Court Opinion

ID: 6234309
Source: CourtListenerOpinion
Date Created: 2022-02-17 20:28:57.721701+00
Date Added: 2024-06-11T08:57:59.669502
License: Public Domain

The opinion of the court was delivered, January 9th 1872, by
Williams, J.
However improper the act, the delivery of the declarations, confessions of judgment and praecipes for executions to the prothonotary at his residence on Sunday evening, did not affect or impair the validity of the judgments entered, and the executions issued in pursuance thereof the next morning. The prothonotary was not bound to receive the papers at his dwelling-house, and his acceptance of them there cannot be regarded as an official act. He did not receive them in his official capacity, but merely as the agent of the appellee; and their delivery to him on Sunday evening no more rendered the judgments and executions entered and issued thereon nullities, than if they had been handed to some other agent to be delivered the next morning to the prothonotary in his office. If, as was held in Baker v. Lukens, 11 Casey 146, a judgment will not be regarded as invalid because the warrant of attorney on which it was confessed appears to be dated on Sunday, there is still less reason for holding the judgments and executions in controversy to be invalid, for in neither of them do the papers appear to have been drawn or executed on Sunday.

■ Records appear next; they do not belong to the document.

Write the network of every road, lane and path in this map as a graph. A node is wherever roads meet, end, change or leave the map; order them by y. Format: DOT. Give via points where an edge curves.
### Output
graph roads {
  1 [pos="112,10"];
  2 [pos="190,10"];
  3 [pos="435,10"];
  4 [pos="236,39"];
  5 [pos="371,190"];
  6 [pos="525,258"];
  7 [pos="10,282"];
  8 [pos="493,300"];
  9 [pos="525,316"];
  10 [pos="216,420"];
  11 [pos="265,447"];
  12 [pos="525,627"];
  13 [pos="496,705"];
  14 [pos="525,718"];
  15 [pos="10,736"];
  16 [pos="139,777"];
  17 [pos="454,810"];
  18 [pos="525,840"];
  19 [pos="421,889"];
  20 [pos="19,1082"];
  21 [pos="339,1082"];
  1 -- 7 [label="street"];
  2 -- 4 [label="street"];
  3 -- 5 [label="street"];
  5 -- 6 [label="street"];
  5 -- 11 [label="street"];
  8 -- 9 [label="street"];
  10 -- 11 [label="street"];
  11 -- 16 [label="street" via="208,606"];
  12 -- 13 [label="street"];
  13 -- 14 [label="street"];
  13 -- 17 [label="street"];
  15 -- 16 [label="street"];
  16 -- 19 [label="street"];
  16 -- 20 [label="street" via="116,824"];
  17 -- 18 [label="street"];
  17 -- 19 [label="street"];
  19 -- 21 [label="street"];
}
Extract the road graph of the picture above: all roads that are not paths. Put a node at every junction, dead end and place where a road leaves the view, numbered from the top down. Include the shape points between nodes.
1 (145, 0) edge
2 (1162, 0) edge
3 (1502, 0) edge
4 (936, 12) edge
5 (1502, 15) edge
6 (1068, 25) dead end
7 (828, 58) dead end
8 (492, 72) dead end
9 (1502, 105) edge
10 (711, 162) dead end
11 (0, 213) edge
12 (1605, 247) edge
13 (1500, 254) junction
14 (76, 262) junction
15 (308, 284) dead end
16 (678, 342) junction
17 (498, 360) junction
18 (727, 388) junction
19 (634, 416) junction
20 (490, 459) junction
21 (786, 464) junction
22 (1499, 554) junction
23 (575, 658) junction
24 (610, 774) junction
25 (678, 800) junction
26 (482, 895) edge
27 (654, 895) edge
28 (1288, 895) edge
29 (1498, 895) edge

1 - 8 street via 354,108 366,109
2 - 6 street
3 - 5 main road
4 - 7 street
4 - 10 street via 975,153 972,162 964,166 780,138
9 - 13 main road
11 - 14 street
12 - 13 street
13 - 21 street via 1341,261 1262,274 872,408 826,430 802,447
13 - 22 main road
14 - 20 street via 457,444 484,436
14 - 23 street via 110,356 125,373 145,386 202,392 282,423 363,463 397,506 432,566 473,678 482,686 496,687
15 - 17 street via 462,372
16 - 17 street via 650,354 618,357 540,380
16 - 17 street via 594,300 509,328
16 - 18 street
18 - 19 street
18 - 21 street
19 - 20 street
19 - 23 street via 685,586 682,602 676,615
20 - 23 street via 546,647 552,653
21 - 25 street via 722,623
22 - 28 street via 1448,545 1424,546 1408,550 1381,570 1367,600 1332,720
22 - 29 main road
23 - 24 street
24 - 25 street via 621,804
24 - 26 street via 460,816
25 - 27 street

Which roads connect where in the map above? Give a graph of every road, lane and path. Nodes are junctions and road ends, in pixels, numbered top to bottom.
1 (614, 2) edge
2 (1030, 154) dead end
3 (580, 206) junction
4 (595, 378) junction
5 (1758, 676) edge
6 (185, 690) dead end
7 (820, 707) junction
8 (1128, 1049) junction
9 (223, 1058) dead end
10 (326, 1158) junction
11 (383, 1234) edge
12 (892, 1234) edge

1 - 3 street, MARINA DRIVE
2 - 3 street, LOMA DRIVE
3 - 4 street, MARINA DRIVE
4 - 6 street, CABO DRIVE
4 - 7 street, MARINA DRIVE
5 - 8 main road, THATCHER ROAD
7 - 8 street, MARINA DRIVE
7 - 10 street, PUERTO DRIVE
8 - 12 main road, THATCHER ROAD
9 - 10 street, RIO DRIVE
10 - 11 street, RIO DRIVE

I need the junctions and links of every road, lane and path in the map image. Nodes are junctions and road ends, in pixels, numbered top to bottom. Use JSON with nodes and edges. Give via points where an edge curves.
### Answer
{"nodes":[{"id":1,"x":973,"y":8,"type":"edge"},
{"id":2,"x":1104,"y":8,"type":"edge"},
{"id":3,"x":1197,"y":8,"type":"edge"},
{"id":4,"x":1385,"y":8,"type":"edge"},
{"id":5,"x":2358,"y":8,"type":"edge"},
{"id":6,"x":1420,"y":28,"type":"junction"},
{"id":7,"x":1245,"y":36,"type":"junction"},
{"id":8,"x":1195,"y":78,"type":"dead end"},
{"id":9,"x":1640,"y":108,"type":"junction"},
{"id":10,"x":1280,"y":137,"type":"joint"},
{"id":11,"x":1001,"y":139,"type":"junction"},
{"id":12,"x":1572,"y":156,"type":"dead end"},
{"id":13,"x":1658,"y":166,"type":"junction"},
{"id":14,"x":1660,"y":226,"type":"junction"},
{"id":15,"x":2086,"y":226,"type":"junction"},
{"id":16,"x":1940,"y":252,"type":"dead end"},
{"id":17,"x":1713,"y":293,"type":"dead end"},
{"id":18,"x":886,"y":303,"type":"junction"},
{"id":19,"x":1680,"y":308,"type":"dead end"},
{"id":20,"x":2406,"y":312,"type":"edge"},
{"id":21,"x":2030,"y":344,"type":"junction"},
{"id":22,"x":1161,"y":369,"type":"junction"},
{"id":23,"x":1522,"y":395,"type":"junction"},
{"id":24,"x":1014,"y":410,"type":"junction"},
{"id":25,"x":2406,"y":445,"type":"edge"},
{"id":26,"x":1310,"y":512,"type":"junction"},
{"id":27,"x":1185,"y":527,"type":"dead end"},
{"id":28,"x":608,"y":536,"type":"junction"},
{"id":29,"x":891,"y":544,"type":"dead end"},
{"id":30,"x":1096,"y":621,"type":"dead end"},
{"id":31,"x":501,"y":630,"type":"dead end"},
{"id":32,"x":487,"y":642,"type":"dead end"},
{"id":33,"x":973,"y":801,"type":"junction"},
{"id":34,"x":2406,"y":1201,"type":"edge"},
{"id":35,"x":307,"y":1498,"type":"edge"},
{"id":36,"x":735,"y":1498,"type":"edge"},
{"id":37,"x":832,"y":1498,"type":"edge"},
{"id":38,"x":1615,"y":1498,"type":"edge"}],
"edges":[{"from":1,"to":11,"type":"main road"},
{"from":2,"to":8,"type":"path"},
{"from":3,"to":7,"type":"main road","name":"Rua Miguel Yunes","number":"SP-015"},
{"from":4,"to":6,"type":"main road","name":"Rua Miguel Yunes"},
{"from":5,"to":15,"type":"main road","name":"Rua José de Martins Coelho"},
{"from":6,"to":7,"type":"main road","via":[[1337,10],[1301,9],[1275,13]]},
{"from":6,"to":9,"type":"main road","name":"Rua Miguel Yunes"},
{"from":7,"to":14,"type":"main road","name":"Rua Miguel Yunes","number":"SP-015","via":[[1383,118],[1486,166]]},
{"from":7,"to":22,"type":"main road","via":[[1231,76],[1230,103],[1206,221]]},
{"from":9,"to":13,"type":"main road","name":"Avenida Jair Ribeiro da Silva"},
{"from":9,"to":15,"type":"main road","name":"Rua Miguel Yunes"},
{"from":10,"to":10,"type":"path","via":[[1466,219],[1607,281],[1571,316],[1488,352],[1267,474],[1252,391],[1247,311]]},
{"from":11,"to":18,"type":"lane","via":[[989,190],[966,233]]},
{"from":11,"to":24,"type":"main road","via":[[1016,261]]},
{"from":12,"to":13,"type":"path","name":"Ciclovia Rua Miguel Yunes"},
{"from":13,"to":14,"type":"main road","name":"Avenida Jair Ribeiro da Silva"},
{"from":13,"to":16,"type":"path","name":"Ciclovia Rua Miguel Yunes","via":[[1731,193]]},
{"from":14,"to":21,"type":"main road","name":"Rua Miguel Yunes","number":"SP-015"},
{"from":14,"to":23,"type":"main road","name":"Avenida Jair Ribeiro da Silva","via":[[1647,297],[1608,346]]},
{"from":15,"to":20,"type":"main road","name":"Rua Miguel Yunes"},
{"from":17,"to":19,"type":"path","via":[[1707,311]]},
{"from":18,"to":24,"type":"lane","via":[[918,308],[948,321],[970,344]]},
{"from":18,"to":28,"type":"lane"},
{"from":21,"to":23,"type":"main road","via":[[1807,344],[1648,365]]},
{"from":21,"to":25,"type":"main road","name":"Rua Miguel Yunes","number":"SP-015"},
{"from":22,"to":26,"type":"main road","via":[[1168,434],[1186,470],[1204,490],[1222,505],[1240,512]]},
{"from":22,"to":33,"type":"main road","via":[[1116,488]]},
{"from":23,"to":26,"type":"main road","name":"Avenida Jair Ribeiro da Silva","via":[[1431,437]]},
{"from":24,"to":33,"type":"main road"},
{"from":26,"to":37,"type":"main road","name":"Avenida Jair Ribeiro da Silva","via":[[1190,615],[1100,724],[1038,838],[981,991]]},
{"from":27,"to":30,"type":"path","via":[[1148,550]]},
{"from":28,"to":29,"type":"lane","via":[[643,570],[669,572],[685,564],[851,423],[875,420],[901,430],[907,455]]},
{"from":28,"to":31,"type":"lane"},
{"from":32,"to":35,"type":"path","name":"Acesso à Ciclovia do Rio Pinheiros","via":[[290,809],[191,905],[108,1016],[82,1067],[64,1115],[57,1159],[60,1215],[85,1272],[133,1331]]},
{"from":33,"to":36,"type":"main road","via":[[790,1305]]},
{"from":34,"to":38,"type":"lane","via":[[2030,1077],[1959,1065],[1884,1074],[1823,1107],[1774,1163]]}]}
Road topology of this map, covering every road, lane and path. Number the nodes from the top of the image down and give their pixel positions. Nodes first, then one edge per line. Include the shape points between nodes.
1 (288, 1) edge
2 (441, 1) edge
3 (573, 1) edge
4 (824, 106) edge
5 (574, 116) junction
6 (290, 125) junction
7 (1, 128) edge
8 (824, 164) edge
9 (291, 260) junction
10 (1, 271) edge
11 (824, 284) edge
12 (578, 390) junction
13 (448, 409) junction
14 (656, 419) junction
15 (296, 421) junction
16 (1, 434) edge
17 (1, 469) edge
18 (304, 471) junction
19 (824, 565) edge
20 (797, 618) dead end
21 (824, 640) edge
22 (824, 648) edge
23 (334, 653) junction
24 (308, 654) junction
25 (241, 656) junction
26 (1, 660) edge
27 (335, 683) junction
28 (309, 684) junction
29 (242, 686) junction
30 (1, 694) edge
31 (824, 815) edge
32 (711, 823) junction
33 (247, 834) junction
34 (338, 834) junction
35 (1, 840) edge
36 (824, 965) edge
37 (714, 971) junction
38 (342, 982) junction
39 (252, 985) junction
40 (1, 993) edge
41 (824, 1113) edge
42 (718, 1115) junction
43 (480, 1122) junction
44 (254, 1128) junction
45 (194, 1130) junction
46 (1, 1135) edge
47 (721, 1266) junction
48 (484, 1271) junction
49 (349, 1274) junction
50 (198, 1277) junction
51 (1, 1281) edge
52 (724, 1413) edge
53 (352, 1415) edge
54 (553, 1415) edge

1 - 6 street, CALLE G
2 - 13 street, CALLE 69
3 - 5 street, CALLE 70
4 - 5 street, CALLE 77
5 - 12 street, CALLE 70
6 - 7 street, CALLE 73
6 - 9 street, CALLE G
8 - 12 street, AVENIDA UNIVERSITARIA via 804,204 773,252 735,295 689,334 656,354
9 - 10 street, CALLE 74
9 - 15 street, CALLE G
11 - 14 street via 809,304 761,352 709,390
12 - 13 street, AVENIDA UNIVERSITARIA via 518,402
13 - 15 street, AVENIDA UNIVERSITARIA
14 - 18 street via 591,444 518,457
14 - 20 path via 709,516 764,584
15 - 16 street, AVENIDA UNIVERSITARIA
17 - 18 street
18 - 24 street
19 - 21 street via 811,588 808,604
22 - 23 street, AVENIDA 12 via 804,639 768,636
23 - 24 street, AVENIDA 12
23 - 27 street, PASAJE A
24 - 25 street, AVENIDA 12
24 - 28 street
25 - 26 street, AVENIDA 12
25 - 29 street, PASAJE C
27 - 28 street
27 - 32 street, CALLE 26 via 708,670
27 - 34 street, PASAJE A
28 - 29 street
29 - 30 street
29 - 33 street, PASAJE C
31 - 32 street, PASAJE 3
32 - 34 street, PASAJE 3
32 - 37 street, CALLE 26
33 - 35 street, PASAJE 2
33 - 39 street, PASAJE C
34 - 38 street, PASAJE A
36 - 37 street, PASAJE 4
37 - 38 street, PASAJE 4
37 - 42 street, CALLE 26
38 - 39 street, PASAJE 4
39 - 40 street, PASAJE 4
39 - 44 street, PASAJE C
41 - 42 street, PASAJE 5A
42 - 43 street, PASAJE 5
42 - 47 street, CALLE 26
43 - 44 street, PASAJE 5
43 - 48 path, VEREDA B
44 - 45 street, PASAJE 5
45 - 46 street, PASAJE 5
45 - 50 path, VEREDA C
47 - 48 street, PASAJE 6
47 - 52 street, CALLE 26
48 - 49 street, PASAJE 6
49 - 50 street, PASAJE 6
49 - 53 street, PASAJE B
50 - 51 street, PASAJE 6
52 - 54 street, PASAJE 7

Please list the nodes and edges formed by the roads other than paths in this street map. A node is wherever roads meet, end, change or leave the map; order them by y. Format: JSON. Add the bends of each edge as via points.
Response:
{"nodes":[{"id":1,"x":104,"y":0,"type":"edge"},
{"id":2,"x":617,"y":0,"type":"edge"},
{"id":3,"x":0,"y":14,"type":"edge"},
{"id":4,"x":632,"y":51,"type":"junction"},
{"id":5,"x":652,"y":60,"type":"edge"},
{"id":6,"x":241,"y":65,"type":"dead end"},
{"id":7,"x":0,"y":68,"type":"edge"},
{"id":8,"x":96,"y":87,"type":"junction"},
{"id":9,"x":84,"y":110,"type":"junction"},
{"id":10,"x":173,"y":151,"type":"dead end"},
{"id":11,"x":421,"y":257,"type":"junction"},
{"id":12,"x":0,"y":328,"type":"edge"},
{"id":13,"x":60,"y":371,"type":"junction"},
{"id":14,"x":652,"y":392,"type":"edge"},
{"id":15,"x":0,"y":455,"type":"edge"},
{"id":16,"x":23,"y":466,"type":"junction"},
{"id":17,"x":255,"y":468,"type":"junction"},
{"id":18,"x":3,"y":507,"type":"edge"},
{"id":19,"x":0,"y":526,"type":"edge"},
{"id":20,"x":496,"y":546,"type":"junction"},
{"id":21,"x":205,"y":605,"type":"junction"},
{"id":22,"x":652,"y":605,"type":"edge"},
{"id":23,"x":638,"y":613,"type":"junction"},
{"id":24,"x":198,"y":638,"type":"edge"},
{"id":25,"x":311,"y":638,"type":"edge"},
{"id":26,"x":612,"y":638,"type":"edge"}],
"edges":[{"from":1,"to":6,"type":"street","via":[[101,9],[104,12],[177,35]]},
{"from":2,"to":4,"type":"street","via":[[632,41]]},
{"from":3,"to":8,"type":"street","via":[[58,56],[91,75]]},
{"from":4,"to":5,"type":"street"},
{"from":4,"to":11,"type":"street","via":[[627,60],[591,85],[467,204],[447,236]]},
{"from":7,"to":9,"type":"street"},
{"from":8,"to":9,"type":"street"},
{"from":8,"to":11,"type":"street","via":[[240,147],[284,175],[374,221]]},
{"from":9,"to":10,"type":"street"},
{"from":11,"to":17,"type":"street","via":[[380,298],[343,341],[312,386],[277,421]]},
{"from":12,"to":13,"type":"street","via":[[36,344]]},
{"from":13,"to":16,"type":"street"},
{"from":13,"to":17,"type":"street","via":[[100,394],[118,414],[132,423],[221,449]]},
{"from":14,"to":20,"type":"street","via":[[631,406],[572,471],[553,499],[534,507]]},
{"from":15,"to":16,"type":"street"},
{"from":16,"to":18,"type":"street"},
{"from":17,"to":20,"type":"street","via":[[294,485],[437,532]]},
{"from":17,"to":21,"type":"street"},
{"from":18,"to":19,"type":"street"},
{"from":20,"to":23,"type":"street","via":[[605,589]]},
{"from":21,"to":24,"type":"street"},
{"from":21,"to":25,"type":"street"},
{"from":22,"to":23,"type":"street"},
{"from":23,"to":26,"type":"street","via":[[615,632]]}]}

But it was error to appoint an auditor to distribute the fund when it was not in court. And the error was not cured by the Act of the 22d of June 1871, Pamph. L. 1376, for it does not appear that the appellant assented to the appointment of the auditor, as provided by the act, or that in any way he waived his right to object to the appointment. The auditor was appointed at the instance of the appellee, without notice to the appellant. It is true that the latter appeared before the auditor and claimed *264the fund, but on the coming in of the report he excepted to it on the ground that “ the auditor was appointed Avithout the fund being paid into court.” When this exception was made the court below should have ordered the fund into court before proceeding to distribute it. It had no authority to decree distribution of a fund not within its grasp without the assent of the parties in interest: Williams’s Appeal, 9 Barr 267; Troutman’s Appeal, 11 Harris 491; Masser v. Dewart, 10 Wright 534; and for this error the decree must be reversed. The victory will be a barren one, for, on the undisputed facts of the case, the appellee is clearly entitled to the fund.
The decree is reversed at the costs of the appellee, and the record is remitted to the court below7, to be proceeded in according to law.